Featured R2R Partners
Lori Crane PhD MPH
Lori Crane, PhD, MPH, is Professor and Associate Dean for Academic Affairs at the Colorado School of Public Health, University of Colorado Anschutz Medical Campus.
Dr. Crane has a bachelor’s degree in pharmacology from the University of California, Santa Barbara. She received her MPH in Behavioral Sciences and Health Education at the UCLA School of Public Health, where she also earned her PhD in the same field. Dr. Crane joined the Department of Preventive Medicine and Biometrics at the University of Colorado Denver in 1996, and when this department became the lead partner for the Colorado School of Public Health in 2008, she became the Chair of the Department of Community and Behavioral Health.

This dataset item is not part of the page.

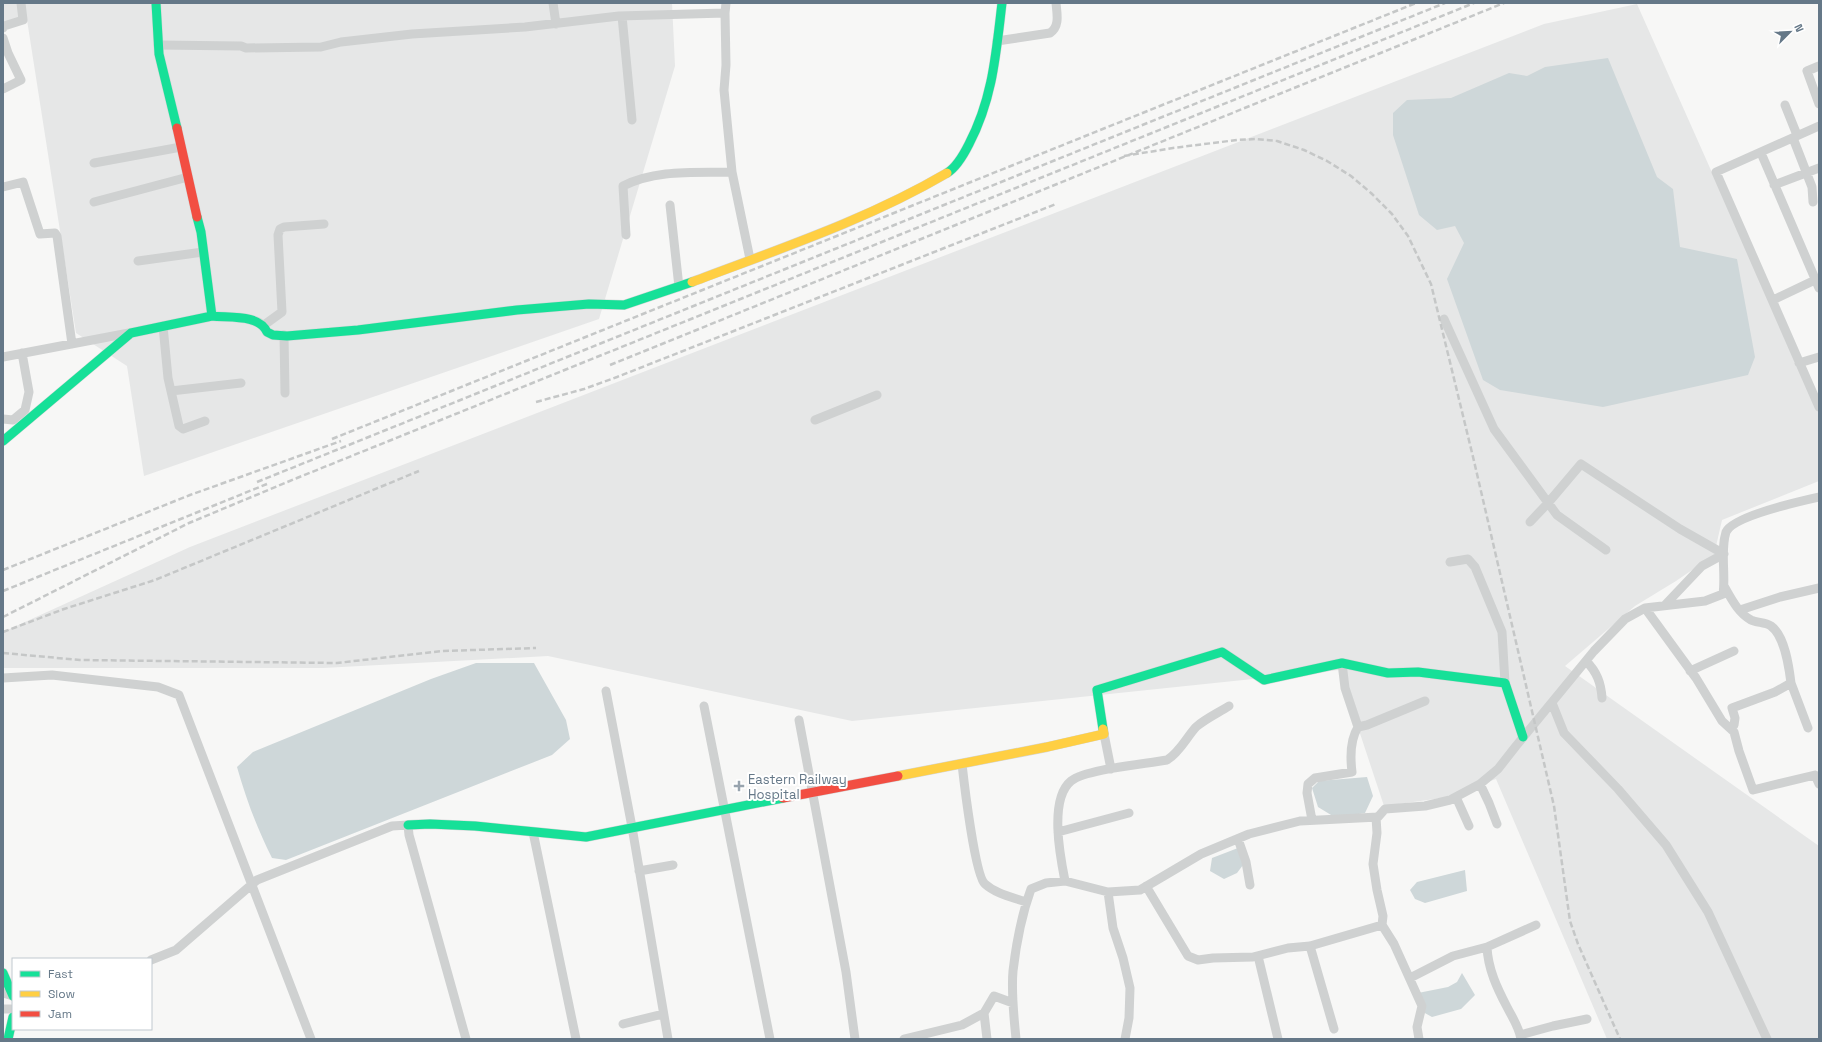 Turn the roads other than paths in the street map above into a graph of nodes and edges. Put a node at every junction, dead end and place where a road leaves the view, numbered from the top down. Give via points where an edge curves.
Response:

Dr. Crane’s main research interest is in cancer prevention. She has researched and created programs related to cervical, breast, colon and prostate cancer screening behaviors. For past 20 years, she has been focusing primarily on skin cancer prevention, with the development and evaluation of programs to prevent over-exposure to the sun for infants, young children, adolescents and young adults. She has a long term grant from the National Cancer Institute in which she is studying risk factors for mole development, which is the number one risk factor for melanoma, the most deadly form of skin cancer. She also is leading a study funded by the CDC that is examining the influences of advertising, policies, and availability of tanning facilities on indoor tanning among young adults.
Dr. Crane is an expert in survey methodology and program evaluation, and has taught courses in program planning and implementation, survey research, program evaluation, and the theoretical foundations of health promotion.
Questions and Answers
The intervention can be easily disseminated by mail, email or internet to participants. Large and spread out populations can be easily reached, since it includes only written materials and supplemental resources such as hats and sunscreen. The intervention does not require much staff time to implement. Program “impact” has been defined multiple ways, but one of those ways is: Reach x Efficacy = Impact. We were striving for high reach so the program could have high impact.
We have developed a survey that can be used to assess changes in sun protection behaviors, as well as so-called “moderators” of these changes, including self-efficacy, risk perceptions, perceived barriers, perceived social norms, etc.
I continue to work in the area of skin cancer prevention. The cohort that was involved in the Colorado Kids Sun Care Program has been followed for an additional five years to look at risk factors for skin cancer, most prominently the development of nevi (moles) on the skin, which is the main risk factor for melanoma of the skin. We have identified some interesting relationships between nevus development and factors including waterside vacations, daily sun exposure, use of sun protection, and genetic factors. I recently completed a study looking at environmental influences on indoor tanning behavior in young adults, including advertising, pricing, availability of tanning facilities in apartment complexes and gyms, legislation and enforcement, and other environmental factors.